An autobiography as toxic and addictive as any drug its author has ever ingested.

The legendary booze-addled metal rocker turned reality-TV star comes clean in his tell-all autobiography.

Although brought up in the bleak British factory town of Aston, John “Ozzy” Osbourne’s tragicomic rags-to-riches tale is somehow quintessentially American.
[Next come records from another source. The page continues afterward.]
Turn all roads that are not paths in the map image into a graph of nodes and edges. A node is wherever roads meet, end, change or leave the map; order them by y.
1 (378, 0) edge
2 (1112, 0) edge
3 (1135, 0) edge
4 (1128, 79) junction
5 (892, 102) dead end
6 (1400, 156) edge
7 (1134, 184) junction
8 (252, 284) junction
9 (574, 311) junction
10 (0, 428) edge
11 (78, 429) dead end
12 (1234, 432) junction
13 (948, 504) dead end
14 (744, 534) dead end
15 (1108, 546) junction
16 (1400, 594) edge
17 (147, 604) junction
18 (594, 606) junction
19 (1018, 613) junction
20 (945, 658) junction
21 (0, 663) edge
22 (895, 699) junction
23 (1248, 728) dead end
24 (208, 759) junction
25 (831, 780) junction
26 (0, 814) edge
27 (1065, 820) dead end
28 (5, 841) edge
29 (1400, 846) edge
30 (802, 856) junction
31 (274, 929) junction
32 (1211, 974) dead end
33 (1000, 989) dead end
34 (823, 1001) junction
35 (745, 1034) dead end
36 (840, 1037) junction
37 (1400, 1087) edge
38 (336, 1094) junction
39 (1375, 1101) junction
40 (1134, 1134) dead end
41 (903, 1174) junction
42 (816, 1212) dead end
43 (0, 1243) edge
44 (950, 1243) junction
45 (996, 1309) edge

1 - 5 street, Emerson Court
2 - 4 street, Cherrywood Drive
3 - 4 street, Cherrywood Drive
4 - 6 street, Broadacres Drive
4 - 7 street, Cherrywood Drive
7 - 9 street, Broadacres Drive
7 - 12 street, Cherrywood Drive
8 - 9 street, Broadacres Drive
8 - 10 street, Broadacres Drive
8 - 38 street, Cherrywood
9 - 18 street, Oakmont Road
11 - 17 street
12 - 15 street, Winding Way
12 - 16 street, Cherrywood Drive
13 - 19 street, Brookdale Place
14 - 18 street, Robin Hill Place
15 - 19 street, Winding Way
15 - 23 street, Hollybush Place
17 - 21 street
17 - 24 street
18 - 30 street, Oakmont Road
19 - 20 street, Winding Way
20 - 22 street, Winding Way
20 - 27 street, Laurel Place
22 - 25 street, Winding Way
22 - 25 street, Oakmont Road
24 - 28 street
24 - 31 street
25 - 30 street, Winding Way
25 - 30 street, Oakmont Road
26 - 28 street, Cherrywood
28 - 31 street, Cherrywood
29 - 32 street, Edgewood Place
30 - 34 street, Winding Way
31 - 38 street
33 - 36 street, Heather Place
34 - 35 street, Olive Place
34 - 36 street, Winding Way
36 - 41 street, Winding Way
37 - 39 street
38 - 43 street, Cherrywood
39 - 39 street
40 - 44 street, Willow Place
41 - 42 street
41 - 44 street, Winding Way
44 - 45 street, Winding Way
It’s an epic dream/nightmare that takes him from Winson Green prison in 1966 to a presidential dinner with George W. Bush in 2004. Tracing his adult life from petty thief and slaughterhouse worker to rock star, Osbourne’s first-person slang-and-expletive-driven style comes off like he’s casually relating his story while knocking back pints at the pub. “What you read here,” he writes, “is what dribbled out of the jelly I call my brain when I asked it for my life story.” During the late 1960s his transformation from inept shoplifter to notorious Black Sabbath frontman was unlikely enough. In fact, the band got its first paying gigs by waiting outside concert venues hoping the regularly scheduled act wouldn’t show. After a few years, Osbourne and his bandmates were touring America and becoming millionaires from their riff-heavy doom music. As expected, with success came personal excess and inevitable alienation from the other members of the group. But as a solo performer, Osbourne’s predilection for guns, drink, drugs, near-death experiences, cruelty to animals and relieving himself in public soon became the stuff of legend. His most infamous exploits—biting the head off a bat and accidentally urinating on the Alamo—are addressed, but they seem tame compared to other dark moments of his checkered past: nearly killing his wife Sharon during an alcohol-induced blackout, waking up after a bender in the middle of a busy highway, burning down his backyard, etc. Osbourne is confessional to a fault, jeopardizing his demonic-rocker reputation with glib remarks about his love for Paul McCartney and Robin Williams. The most distinguishing feature of the book is the staggering chapter-by-chapter accumulation of drunken mishaps, bodily dysfunctions and drug-induced mayhem over a 40-plus-year career—a résumé of anti-social atrocities comparable to any of rock ’n’ roll’s most reckless outlaws.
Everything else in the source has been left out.